== Records for the task
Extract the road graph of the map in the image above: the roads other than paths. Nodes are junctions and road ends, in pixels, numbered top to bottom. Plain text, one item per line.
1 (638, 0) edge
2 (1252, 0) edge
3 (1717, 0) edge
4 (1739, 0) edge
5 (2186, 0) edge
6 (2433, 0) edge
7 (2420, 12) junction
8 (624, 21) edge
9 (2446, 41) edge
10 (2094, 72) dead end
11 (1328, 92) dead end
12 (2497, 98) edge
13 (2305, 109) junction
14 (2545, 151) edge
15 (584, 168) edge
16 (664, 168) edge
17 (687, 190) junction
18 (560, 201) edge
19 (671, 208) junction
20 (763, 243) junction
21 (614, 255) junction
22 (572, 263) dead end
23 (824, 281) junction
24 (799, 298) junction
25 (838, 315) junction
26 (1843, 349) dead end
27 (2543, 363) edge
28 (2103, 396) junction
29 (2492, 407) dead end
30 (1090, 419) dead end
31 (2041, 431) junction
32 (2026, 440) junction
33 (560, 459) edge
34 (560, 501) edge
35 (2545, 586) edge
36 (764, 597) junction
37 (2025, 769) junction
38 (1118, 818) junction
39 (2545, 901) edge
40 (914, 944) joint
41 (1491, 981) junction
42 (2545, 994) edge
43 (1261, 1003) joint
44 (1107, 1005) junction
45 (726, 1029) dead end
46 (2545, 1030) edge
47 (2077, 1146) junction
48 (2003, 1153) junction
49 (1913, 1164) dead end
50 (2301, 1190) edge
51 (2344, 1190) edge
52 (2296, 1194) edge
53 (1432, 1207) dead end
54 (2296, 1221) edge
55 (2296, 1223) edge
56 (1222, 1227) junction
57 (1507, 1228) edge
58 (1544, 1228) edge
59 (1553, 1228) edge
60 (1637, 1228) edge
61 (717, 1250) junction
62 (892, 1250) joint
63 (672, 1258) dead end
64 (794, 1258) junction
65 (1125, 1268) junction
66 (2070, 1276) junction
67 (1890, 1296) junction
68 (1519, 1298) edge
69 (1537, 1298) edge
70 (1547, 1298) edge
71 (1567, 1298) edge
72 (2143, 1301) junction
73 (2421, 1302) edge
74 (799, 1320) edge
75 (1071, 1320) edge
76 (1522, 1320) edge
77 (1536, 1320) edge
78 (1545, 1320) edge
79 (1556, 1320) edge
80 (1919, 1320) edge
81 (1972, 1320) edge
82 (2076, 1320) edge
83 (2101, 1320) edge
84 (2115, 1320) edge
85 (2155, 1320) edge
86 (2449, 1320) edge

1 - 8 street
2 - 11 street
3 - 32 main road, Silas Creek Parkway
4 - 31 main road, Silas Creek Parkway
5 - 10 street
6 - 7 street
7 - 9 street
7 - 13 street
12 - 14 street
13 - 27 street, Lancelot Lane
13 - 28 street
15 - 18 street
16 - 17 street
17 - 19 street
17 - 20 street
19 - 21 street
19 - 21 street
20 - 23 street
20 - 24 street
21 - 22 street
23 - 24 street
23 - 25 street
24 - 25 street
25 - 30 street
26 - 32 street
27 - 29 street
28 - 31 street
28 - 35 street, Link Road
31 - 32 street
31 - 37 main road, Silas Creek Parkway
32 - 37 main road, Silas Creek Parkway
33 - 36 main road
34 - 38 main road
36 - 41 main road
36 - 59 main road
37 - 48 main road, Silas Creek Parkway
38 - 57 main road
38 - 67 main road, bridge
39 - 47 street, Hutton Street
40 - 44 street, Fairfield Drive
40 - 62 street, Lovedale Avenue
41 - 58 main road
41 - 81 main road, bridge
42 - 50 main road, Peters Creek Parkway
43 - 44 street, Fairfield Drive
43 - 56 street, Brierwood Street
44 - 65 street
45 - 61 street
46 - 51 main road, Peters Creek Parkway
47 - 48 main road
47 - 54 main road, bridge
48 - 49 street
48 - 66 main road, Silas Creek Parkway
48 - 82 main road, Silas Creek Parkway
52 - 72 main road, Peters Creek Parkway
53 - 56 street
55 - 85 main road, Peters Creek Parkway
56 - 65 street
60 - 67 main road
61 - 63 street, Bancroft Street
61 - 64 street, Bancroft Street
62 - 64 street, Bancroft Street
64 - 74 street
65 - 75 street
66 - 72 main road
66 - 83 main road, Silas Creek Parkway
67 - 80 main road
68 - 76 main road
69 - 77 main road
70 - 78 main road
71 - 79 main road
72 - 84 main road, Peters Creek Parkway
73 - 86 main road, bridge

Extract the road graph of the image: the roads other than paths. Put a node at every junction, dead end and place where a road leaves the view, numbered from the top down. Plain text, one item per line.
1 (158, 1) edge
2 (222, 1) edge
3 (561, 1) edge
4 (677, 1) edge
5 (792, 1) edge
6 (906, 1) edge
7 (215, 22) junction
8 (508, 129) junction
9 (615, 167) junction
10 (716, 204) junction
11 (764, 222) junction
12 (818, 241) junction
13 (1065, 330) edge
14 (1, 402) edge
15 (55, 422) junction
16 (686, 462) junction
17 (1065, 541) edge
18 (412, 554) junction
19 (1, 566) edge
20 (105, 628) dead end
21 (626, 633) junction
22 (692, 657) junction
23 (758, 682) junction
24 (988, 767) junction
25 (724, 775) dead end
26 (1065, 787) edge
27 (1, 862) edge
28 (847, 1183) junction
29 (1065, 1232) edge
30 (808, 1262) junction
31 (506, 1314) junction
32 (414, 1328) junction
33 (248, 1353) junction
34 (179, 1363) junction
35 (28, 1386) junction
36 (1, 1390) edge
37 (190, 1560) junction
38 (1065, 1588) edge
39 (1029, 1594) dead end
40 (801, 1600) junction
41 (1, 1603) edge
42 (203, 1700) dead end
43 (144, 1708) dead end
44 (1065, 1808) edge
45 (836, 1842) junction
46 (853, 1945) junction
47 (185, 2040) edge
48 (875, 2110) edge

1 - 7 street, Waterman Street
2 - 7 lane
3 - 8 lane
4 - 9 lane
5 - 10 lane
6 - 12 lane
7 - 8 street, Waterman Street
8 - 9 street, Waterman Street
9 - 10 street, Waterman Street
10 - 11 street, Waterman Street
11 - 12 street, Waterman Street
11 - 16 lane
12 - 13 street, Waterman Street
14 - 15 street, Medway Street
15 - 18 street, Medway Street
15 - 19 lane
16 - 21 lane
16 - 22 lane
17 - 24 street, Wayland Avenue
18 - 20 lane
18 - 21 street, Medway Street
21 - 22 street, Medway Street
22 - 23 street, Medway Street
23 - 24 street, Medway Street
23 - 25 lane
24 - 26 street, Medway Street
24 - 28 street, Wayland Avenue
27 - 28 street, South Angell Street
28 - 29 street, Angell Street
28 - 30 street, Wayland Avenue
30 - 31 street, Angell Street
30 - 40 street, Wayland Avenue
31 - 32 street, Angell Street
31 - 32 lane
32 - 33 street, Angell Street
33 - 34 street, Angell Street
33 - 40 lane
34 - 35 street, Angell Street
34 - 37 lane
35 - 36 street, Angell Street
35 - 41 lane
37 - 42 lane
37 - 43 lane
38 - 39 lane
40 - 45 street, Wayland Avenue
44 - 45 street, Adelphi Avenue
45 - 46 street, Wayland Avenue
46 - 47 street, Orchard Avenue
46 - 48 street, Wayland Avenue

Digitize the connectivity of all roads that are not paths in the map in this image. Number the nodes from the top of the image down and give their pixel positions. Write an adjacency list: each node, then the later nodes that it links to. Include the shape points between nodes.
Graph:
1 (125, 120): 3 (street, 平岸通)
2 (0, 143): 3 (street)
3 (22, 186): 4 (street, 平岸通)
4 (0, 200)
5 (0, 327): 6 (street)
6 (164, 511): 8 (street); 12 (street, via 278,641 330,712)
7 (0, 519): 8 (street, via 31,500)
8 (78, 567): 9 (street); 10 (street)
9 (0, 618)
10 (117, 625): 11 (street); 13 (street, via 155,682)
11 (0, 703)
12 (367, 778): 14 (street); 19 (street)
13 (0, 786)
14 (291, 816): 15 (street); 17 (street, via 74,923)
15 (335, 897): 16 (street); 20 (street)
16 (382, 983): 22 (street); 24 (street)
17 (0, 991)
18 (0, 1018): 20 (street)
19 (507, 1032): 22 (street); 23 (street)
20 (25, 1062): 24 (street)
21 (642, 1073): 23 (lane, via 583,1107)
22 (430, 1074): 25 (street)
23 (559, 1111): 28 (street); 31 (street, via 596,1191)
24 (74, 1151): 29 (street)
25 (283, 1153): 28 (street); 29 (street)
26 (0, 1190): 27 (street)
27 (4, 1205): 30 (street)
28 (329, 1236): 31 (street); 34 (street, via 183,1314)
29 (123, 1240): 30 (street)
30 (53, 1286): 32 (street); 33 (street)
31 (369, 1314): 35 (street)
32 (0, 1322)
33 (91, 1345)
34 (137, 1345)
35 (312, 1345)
====
• _How to complete this task_:
Copy all lines from the material above that hold the word "Peters".

• _Answer to the exercise_:
42 - 50 main road, Peters Creek Parkway
46 - 51 main road, Peters Creek Parkway
52 - 72 main road, Peters Creek Parkway
55 - 85 main road, Peters Creek Parkway
72 - 84 main road, Peters Creek Parkway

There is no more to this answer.